• _WHAT IS EXPECTED_:
When a line below holds the string "dead", show that line.
[DATASET ENTRIES — start]
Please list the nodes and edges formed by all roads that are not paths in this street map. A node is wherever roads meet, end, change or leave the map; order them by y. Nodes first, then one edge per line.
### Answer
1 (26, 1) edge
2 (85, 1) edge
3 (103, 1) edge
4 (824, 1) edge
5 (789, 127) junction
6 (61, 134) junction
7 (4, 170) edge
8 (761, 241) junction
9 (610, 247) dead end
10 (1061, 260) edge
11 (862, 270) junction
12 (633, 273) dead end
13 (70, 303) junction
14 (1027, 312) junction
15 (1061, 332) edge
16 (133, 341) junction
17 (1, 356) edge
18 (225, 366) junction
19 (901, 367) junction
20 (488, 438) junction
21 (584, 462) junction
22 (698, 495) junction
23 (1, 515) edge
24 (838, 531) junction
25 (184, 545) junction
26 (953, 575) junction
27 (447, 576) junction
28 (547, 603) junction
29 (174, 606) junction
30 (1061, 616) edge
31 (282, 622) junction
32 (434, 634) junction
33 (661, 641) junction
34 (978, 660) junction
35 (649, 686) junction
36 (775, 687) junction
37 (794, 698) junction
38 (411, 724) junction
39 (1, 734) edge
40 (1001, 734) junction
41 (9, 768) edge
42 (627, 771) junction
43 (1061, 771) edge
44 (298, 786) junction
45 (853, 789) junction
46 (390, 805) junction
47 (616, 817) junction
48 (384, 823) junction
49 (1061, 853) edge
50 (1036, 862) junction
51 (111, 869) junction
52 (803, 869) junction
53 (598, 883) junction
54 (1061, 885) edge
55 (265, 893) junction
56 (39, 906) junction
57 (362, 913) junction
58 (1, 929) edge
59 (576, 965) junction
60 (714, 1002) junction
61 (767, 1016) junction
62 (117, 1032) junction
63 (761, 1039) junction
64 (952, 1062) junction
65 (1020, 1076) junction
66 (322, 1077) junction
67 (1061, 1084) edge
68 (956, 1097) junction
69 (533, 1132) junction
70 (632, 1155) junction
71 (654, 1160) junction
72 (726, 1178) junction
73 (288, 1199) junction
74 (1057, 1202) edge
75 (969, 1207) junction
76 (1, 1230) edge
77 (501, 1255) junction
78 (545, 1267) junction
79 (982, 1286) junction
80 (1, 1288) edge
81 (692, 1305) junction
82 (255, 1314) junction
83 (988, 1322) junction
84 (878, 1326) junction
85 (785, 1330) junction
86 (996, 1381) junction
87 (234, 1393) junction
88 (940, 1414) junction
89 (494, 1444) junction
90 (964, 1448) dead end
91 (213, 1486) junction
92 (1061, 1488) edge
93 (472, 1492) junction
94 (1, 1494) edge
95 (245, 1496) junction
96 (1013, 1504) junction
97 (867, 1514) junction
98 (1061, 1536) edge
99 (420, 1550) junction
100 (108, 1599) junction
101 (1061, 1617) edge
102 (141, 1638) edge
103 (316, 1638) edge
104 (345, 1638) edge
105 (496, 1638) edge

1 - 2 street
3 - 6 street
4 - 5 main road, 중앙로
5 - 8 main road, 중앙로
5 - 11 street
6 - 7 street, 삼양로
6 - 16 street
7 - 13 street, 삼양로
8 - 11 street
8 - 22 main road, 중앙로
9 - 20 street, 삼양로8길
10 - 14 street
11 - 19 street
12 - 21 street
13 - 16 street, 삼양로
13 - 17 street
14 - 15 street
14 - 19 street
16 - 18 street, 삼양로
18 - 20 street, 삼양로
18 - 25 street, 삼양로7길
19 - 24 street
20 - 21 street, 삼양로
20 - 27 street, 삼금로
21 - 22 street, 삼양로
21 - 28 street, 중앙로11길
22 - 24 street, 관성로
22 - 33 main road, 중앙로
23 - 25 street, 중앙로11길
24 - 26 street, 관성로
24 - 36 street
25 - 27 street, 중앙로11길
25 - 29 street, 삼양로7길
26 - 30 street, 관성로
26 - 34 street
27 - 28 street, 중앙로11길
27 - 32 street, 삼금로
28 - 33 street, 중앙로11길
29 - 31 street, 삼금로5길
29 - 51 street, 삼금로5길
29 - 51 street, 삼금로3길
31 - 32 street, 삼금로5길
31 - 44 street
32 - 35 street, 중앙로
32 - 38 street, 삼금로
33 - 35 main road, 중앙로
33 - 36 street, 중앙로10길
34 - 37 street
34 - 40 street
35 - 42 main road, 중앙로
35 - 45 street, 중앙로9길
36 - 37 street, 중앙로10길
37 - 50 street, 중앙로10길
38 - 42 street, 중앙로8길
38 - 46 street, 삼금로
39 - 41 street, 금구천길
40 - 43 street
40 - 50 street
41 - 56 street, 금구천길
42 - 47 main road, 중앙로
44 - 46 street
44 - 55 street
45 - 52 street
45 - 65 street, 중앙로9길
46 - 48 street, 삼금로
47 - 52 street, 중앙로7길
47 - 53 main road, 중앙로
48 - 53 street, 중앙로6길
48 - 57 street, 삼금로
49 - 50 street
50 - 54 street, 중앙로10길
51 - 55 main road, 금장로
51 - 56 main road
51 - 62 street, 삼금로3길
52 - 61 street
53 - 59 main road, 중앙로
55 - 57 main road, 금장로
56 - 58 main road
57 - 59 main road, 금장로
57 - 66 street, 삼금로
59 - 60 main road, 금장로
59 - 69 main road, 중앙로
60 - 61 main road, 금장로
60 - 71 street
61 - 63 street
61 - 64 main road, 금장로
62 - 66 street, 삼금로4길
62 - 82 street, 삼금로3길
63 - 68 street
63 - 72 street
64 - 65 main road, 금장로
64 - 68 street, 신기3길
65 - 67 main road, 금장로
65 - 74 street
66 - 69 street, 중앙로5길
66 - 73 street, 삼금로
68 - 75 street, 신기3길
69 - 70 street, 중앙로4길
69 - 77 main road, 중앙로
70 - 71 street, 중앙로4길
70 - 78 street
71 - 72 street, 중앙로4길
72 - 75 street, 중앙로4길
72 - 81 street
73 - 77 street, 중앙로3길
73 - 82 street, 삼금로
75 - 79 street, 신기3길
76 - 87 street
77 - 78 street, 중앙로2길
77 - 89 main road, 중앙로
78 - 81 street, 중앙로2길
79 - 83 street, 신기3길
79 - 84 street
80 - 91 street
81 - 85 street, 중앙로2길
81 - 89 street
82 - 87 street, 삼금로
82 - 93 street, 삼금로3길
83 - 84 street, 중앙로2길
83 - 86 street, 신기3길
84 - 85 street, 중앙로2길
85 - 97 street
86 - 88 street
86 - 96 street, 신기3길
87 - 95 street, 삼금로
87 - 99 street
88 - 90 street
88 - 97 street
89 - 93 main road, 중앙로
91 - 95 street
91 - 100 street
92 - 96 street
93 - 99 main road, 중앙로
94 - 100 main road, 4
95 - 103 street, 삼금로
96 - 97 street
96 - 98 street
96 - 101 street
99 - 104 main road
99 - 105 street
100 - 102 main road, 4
[DATASET ENTRIES — finish]
• _EXPECTED ANSWER_:
9 (610, 247) dead end
12 (633, 273) dead end
90 (964, 1448) dead end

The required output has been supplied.